Postoperatively, when the patients were awake, VAS score was evaluated. A loading dose of morphine was given in incremental doses of 1 mg every 5 min till the VAS score reached ≤30. The dose of morphine required to reduce the VAS score to ≤30 was recorded. Subsequently, PCA pump was configured to deliver a bolus of 1 mg with a lock-out period lasting for 5 min. VAS score was recorded at every 2 h till the first 8 h and subsequently at 4 hourly intervals till 24 h. Heart rate, respiratory rate, and oxygen saturation were continuously monitored while non-invasive blood pressure was recorded at half-hourly intervals. At the end of 24 h, total morphine consumption (excluding the loading dose) and number of good demands and bad demands were retrieved on hourly basis from the infusion pump history panel.
Statistical Analysis
SPSS software (version 17) was used for statistical analysis. Demographic data was analysed with two tailed unpaired student t-test. Within group comparisons were done by using one-way-ANOVA test and Tukey’s honestly significant difference test. Non parametric data were analysed by Mann-Whitney U Test. Group mean was expressed as mean +/- 2SD. p value < 0.05 was considered as significant.
Results
Demographic and anthropometric variables including lean body mass were comparable between the groups [Table/Fig-1]. VAS score was significantly higher among females throughout the first postoperative day.
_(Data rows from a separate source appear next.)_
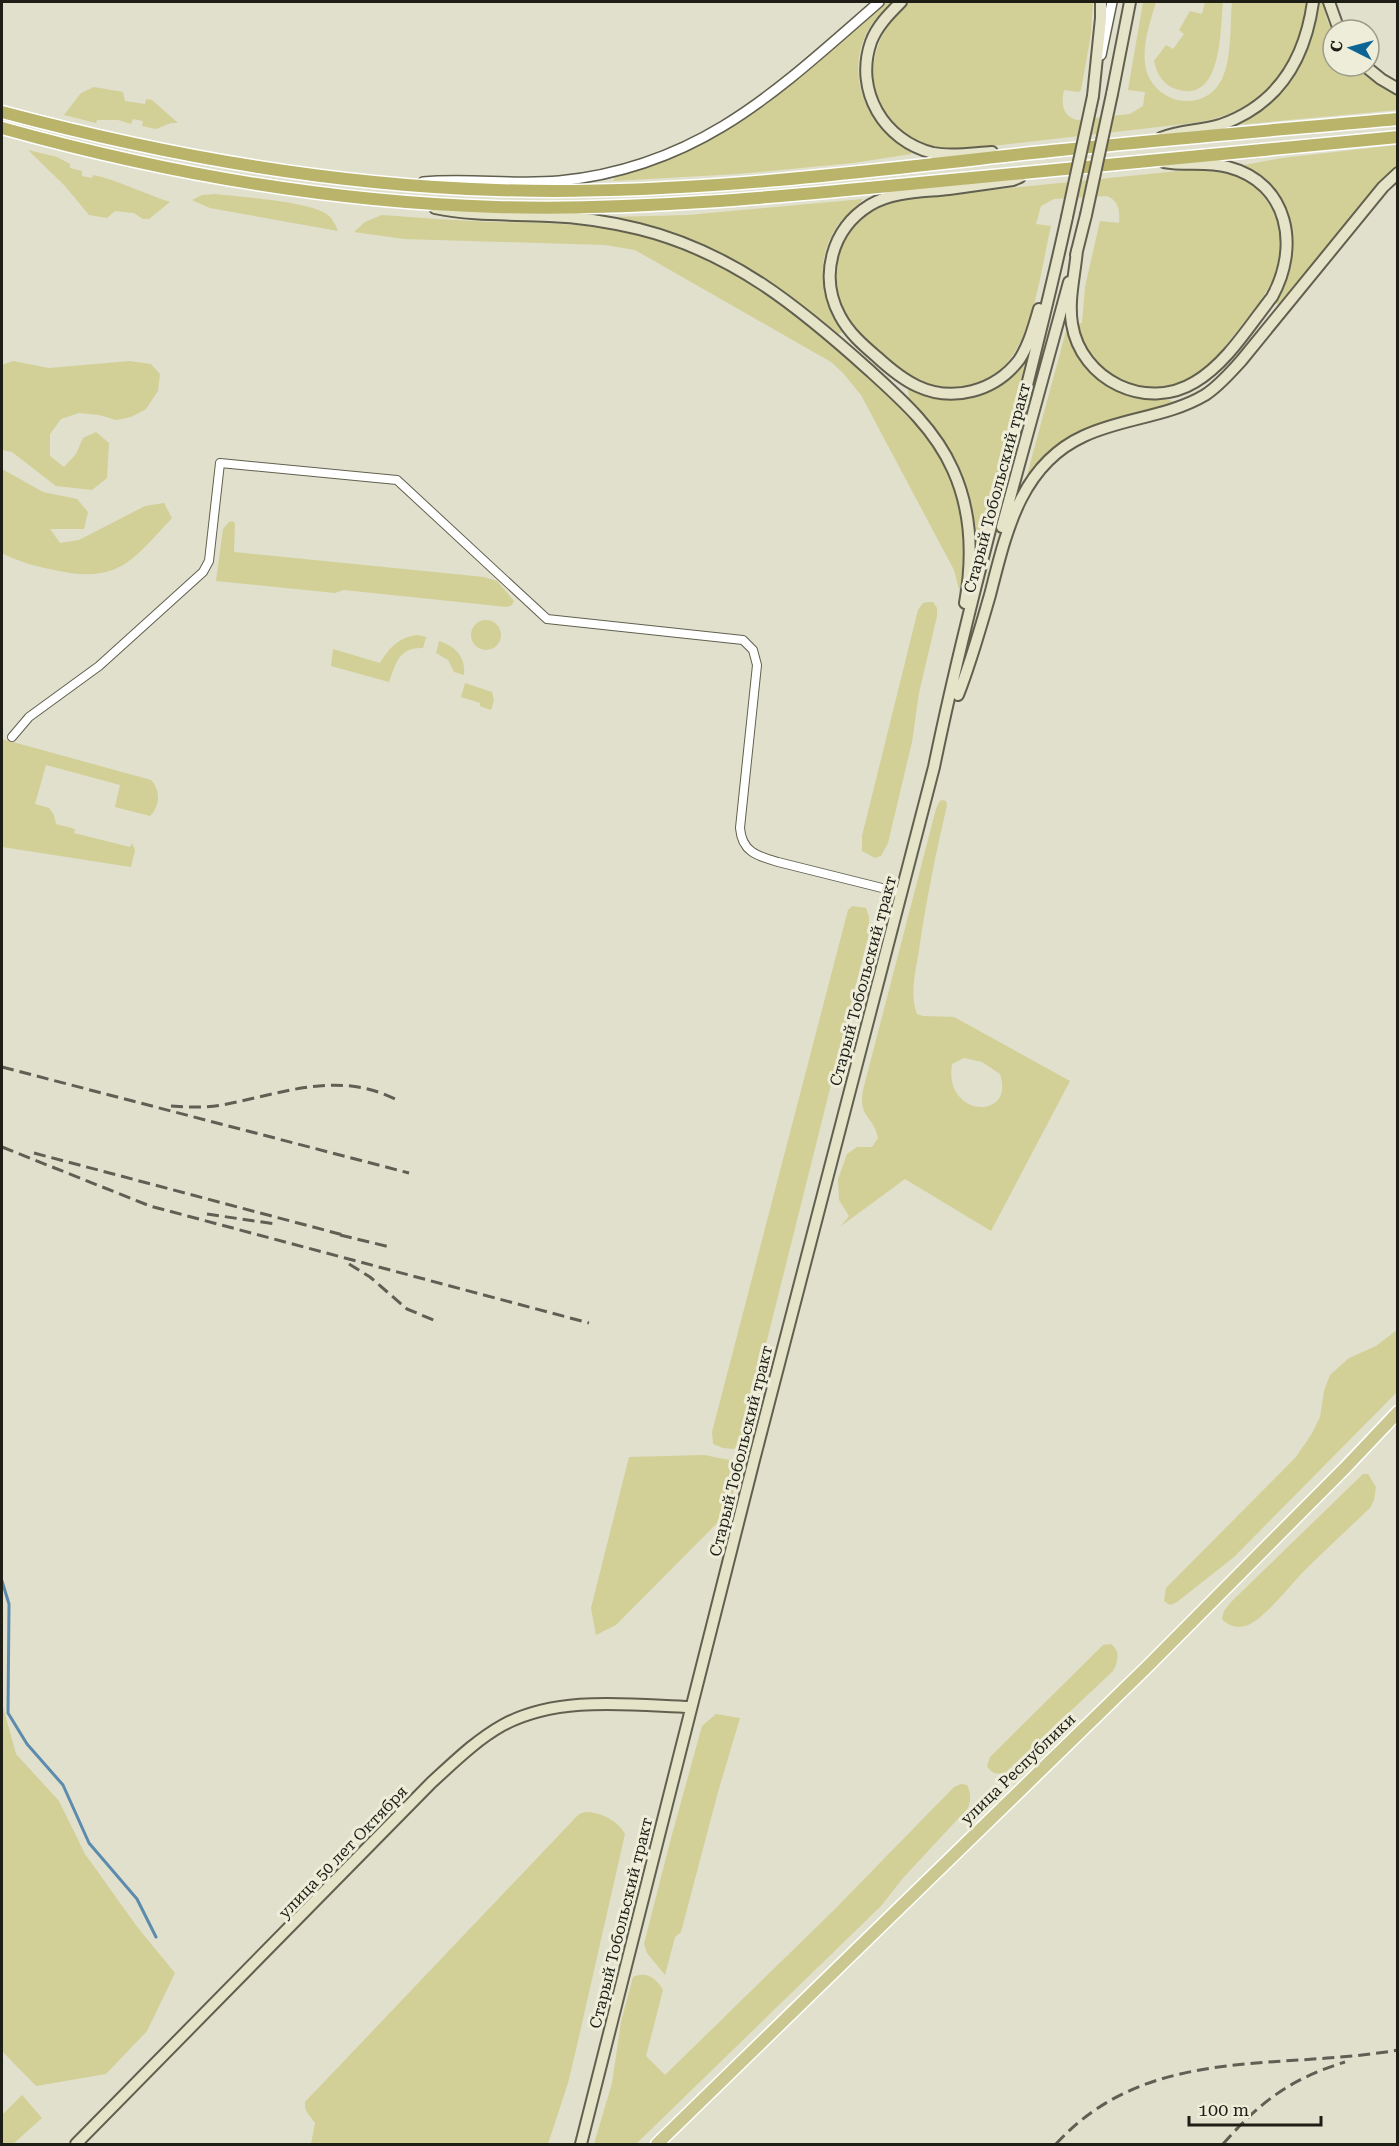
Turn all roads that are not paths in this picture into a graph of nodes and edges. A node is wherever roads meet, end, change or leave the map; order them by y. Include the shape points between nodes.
1 (879, 2) edge
2 (901, 2) edge
3 (1101, 2) edge
4 (1112, 2) edge
5 (1129, 2) edge
6 (1313, 2) edge
7 (1329, 2) edge
8 (1333, 18) edge
9 (1380, 78) edge
10 (1398, 89) edge
11 (1094, 92) junction
12 (2, 112) edge
13 (1398, 118) edge
14 (2, 128) edge
15 (1398, 137) edge
16 (1152, 142) junction
17 (1037, 153) junction
18 (1153, 160) junction
19 (1033, 172) junction
20 (1398, 173) edge
21 (400, 184) junction
22 (403, 202) junction
23 (1061, 243) junction
24 (1077, 250) junction
25 (953, 696) junction
26 (12, 737) dead end
27 (902, 893) junction
28 (1398, 1412) edge
29 (691, 1707) junction
30 (76, 2145) edge
31 (581, 2145) edge
32 (657, 2145) edge

1 - 21 street via 752,108 712,134 648,162 541,183 442,180
2 - 17 main road via 876,32 866,71 869,95 890,130 911,145 935,153
3 - 11 main road, Старый Тобольский тракт
4 - 11 street
5 - 24 main road, Старый Тобольский тракт, bridge
6 - 16 main road via 1302,50 1284,80 1267,97 1222,124 1174,133
7 - 8 main road
9 - 10 main road
11 - 23 main road, Старый Тобольский тракт, bridge
12 - 21 highway via 183,155 278,171
13 - 16 highway
14 - 22 highway via 180,172
15 - 18 highway
16 - 17 highway
17 - 21 highway via 680,189 529,191
18 - 19 highway
18 - 24 main road via 1226,166 1242,172 1266,190 1285,223 1287,256 1279,284 1221,360 1196,382 1171,392 1137,392 1104,377 1086,359 1072,324
19 - 22 highway via 681,205 543,208
19 - 23 main road via 1013,180 903,194 871,204 848,223 835,244 829,277 836,308 855,337 909,382 939,393 974,391 997,381 1022,356
20 - 25 main road via 1220,383 1186,404 1084,435 1039,470 1024,492 1009,527 972,658
22 - 25 main road via 458,212 585,219 637,228 722,260 776,292 823,328 904,402 933,435 961,489 970,546 969,580 954,652
23 - 25 main road, Старый Тобольский тракт
24 - 25 main road, Старый Тобольский тракт
25 - 27 main road, Старый Тобольский тракт
26 - 27 street via 29,717 99,666 203,572 209,561 220,463 397,480 547,619 743,640 753,650 757,665 740,828 745,846 778,862
27 - 29 main road, Старый Тобольский тракт
28 - 32 main road, улица Республики via 1148,1666
29 - 30 main road, улица 50 лет Октября via 569,1707 513,1720 475,1744 431,1783
29 - 31 main road, Старый Тобольский тракт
But the mean VAS score was around 30. The loading dose needed to bring down the pain scores to VAS ≤ 30 ranged between 2 – 8 mg with a mean of 4.09 ± 1.44 mg in males and 3.8 ± 1.67 mg in females (p = 0.37) [Table/Fig-2]. The VAS scores remained at a satisfactory level below 35 in both groups throughout the study period [Table/Fig-3]. Though the pain relief was satisfactory in both the groups, the mean VAS score was higher in females. The mean hourly demand delivery ratio for males was 1.84 ± 1.65 and 1.65 ± 1.22 for females. In males, the consumption in the first 24 h ranged from 21 to 59 mg with a mean of 34.35± 6.68 mg. In females, this varied between 13 to 58 mg with a mean of 26.78± 7.14 mg [Table/Fig-4] (p<0.001). To assess the influence of site of surgery with the consumption pattern, the patients who underwent upper abdominal procedures were separated out and the morphine consumption was compared between the groups. This also showed a similar pattern of consumption and a significant difference (p < 0.001) between the groups [Table/Fig-5].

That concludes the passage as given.